> _Source data_
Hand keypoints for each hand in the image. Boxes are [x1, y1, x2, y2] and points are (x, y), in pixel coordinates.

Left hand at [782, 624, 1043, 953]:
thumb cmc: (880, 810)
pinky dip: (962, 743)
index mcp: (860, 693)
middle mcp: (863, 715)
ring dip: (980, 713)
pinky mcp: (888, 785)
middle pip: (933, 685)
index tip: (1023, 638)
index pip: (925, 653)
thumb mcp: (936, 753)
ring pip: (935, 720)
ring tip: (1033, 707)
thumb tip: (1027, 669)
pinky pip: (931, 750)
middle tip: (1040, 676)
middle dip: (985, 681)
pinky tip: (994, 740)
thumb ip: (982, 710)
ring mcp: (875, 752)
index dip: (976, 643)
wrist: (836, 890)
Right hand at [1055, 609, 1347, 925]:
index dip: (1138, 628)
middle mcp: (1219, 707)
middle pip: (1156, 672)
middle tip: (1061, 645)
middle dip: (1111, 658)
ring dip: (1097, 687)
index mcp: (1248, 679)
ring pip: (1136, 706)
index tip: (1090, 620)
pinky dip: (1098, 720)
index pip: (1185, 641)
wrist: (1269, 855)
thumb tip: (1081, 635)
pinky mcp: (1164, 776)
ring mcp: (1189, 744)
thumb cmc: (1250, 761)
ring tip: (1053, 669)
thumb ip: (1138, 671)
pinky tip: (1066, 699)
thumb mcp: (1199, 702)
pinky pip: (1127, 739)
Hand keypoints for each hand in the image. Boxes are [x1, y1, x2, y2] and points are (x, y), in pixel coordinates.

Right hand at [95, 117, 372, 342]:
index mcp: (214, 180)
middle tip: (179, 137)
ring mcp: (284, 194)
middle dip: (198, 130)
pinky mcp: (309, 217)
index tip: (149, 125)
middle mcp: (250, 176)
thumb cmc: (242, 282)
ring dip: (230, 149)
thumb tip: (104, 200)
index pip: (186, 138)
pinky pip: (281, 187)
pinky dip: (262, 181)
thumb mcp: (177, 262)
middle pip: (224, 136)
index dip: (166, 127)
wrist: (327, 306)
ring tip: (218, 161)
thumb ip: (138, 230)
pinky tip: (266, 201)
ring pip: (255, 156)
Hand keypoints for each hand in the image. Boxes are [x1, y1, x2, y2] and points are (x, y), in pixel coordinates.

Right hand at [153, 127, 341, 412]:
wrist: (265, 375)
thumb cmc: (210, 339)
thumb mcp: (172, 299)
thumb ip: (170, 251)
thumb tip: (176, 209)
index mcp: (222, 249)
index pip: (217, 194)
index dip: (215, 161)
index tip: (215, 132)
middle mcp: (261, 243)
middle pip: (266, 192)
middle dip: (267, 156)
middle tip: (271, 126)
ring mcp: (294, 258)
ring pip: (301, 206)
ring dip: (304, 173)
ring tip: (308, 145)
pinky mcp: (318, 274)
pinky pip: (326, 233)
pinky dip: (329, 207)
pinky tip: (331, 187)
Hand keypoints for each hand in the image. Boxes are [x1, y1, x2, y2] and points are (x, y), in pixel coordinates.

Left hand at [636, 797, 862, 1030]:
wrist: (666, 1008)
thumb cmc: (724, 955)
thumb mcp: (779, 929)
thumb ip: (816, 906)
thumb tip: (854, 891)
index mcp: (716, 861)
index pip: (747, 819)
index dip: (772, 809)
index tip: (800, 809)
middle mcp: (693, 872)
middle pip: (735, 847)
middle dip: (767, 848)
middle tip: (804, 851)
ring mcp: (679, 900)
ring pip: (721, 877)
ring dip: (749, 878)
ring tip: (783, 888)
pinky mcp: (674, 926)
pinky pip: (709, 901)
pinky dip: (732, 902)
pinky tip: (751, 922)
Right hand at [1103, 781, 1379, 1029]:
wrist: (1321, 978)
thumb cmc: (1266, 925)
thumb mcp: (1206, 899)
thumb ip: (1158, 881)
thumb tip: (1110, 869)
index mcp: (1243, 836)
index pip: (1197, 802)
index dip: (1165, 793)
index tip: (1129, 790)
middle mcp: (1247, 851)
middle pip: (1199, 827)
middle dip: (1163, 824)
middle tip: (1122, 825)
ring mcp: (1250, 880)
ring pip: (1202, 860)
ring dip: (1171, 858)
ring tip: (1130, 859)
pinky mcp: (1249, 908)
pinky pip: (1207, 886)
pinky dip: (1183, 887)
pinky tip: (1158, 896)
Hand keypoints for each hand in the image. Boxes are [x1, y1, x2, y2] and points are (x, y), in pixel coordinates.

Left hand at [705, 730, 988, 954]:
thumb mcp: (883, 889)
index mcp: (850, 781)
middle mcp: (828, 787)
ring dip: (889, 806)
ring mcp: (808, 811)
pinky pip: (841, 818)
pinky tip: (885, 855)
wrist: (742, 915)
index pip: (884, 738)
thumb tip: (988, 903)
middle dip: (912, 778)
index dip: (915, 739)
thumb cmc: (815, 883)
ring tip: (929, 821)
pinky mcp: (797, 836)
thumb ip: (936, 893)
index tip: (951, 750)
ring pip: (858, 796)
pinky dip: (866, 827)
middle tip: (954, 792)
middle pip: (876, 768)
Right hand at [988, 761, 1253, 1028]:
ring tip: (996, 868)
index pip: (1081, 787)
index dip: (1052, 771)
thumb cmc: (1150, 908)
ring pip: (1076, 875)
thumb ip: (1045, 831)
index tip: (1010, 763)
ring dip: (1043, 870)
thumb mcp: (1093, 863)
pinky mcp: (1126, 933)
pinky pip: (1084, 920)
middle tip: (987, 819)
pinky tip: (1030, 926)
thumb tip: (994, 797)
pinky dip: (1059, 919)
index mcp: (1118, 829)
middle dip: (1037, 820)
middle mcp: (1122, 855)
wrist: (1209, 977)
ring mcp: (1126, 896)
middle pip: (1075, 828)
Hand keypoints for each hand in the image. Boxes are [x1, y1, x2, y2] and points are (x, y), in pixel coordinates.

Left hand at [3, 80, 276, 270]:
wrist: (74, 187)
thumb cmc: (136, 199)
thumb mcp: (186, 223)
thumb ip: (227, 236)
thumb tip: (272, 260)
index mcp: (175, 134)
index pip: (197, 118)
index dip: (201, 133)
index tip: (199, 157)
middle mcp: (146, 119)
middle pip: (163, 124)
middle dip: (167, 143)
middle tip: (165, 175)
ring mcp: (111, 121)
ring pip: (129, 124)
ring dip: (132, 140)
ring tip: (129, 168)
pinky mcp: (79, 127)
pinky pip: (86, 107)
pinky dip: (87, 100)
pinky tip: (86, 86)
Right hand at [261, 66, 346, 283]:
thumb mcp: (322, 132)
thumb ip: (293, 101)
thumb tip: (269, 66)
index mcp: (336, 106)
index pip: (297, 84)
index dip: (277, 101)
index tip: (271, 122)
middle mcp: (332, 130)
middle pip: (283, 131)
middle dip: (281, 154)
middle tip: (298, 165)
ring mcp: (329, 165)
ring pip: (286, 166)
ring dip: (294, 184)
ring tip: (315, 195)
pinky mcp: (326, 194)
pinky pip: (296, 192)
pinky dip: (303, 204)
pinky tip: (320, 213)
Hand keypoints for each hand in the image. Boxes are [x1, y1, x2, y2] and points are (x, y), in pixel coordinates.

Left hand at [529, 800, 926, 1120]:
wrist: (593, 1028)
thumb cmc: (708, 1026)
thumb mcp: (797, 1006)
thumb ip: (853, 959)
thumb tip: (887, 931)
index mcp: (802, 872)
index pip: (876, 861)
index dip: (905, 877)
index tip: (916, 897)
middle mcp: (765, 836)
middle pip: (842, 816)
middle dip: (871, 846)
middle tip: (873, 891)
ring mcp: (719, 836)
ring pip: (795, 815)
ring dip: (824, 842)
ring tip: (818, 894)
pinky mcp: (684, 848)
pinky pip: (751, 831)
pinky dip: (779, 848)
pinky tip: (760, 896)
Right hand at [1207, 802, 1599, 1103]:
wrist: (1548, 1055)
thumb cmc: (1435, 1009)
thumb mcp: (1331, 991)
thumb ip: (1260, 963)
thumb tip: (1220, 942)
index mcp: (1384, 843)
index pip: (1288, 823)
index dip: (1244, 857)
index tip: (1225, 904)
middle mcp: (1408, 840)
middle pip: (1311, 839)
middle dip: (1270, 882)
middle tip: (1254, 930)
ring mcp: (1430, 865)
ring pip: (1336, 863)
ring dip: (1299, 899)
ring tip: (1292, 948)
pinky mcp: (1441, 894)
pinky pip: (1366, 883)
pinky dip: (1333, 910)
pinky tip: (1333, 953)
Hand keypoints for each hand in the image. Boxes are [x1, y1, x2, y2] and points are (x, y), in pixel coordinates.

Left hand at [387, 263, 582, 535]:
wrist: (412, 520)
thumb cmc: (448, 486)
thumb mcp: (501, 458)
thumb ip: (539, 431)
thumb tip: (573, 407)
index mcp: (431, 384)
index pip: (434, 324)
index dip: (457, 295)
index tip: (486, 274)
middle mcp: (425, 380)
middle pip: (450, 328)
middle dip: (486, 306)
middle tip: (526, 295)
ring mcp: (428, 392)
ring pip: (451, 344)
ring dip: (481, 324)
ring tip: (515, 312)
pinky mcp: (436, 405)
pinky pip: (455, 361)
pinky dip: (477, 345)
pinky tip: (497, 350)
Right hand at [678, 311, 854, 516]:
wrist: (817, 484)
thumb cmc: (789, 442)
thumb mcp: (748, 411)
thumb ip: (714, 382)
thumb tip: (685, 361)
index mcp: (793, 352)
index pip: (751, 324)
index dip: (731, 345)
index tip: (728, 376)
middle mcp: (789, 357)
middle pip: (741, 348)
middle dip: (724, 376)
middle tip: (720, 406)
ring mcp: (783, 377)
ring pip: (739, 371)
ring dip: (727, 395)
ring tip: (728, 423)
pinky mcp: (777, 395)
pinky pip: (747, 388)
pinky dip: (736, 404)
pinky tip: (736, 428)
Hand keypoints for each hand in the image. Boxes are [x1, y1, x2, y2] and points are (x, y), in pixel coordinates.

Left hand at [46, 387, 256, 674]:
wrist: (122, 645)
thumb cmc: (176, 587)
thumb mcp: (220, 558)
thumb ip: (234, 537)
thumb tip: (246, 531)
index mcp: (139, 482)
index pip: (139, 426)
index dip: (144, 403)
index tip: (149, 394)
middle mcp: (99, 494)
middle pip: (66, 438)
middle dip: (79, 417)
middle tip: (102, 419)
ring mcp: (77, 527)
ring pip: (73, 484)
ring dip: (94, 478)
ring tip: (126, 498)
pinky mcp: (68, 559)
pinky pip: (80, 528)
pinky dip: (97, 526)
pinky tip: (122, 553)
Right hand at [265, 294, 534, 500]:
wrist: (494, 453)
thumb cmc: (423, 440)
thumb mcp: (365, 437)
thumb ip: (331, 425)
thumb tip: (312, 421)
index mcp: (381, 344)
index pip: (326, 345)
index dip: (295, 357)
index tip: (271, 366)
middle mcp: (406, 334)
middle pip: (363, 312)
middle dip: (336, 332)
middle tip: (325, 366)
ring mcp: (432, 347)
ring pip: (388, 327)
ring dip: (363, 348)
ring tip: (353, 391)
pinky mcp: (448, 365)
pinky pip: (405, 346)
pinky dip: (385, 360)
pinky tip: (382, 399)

> _Task directions_
Starting from the top of the records and ending at the line that contains "middle pip: (266, 192)", repeat each line exactly and return only those lines.

> _Exercise answer_
Hand keypoints for each hand in the image. Boxes are [x1, y1, x2, y2] and points are (x, y), in pixel coordinates.

Left hand at [782, 624, 1043, 953]:
thumb cmc: (880, 810)
pinky dip: (962, 743)
index mcp: (860, 693)
middle mcp: (863, 715)
ring dip: (980, 713)
pinky mcp: (888, 785)
middle pip: (933, 685)
index tip: (1023, 638)
index pip: (925, 653)
thumb mcp: (936, 753)
ring pip: (935, 720)
ring tip: (1033, 707)
thumb tip: (1027, 669)
pinky pip: (931, 750)
middle tip: (1040, 676)
middle dip: (985, 681)
pinky tip: (994, 740)
thumb ip: (982, 710)
ring mcp: (875, 752)
index dip: (976, 643)
wrist: (836, 890)
Right hand at [1055, 609, 1347, 925]:
index dip: (1138, 628)
middle mcp: (1219, 707)
middle pip: (1156, 672)
middle tip: (1061, 645)
middle dip: (1111, 658)
ring dip: (1097, 687)
index mcp: (1248, 679)
ring pip: (1136, 706)
index tip: (1090, 620)
pinky dip: (1098, 720)
index pip: (1185, 641)
wrist: (1269, 855)
thumb tip: (1081, 635)
pinky mcp: (1164, 776)
ring mcp: (1189, 744)
thumb cmc: (1250, 761)
ring tip: (1053, 669)
thumb ip: (1138, 671)
pinky tip: (1066, 699)
thumb mcp: (1199, 702)
pinky pip: (1127, 739)
Hand keypoints for each hand in the image. Boxes are [x1, y1, x2, y2] and points are (x, y), in pixel coordinates.

Right hand at [95, 117, 372, 342]:
index mcp: (214, 180)
middle tip: (179, 137)
ring mcp: (284, 194)
middle dip: (198, 130)
pinky mcp: (309, 217)
index tip: (149, 125)
middle mcp: (250, 176)
thumb cmc: (242, 282)
ring dip: (230, 149)
thumb tip: (104, 200)
index pip: (186, 138)
pinky pip: (281, 187)
pinky dip: (262, 181)
thumb mcp: (177, 262)
middle pip: (224, 136)
index dip: (166, 127)
wrist: (327, 306)
ring tip: (218, 161)
thumb ip: (138, 230)
pinky tip: (266, 201)
ring pip: (255, 156)
Hand keypoints for each hand in the image. Boxes are [x1, y1, x2, y2] and points are (x, y), in pixel coordinates.

Right hand at [153, 127, 341, 412]:
wrist: (265, 375)
thumb cmc: (210, 339)
thumb mcp: (172, 299)
thumb ip: (170, 251)
thumb tip: (176, 209)
index mcp: (222, 249)
index pip: (217, 194)
index dip: (215, 161)
index tip: (215, 132)
middle mcp: (261, 243)
middle pip: (266, 192)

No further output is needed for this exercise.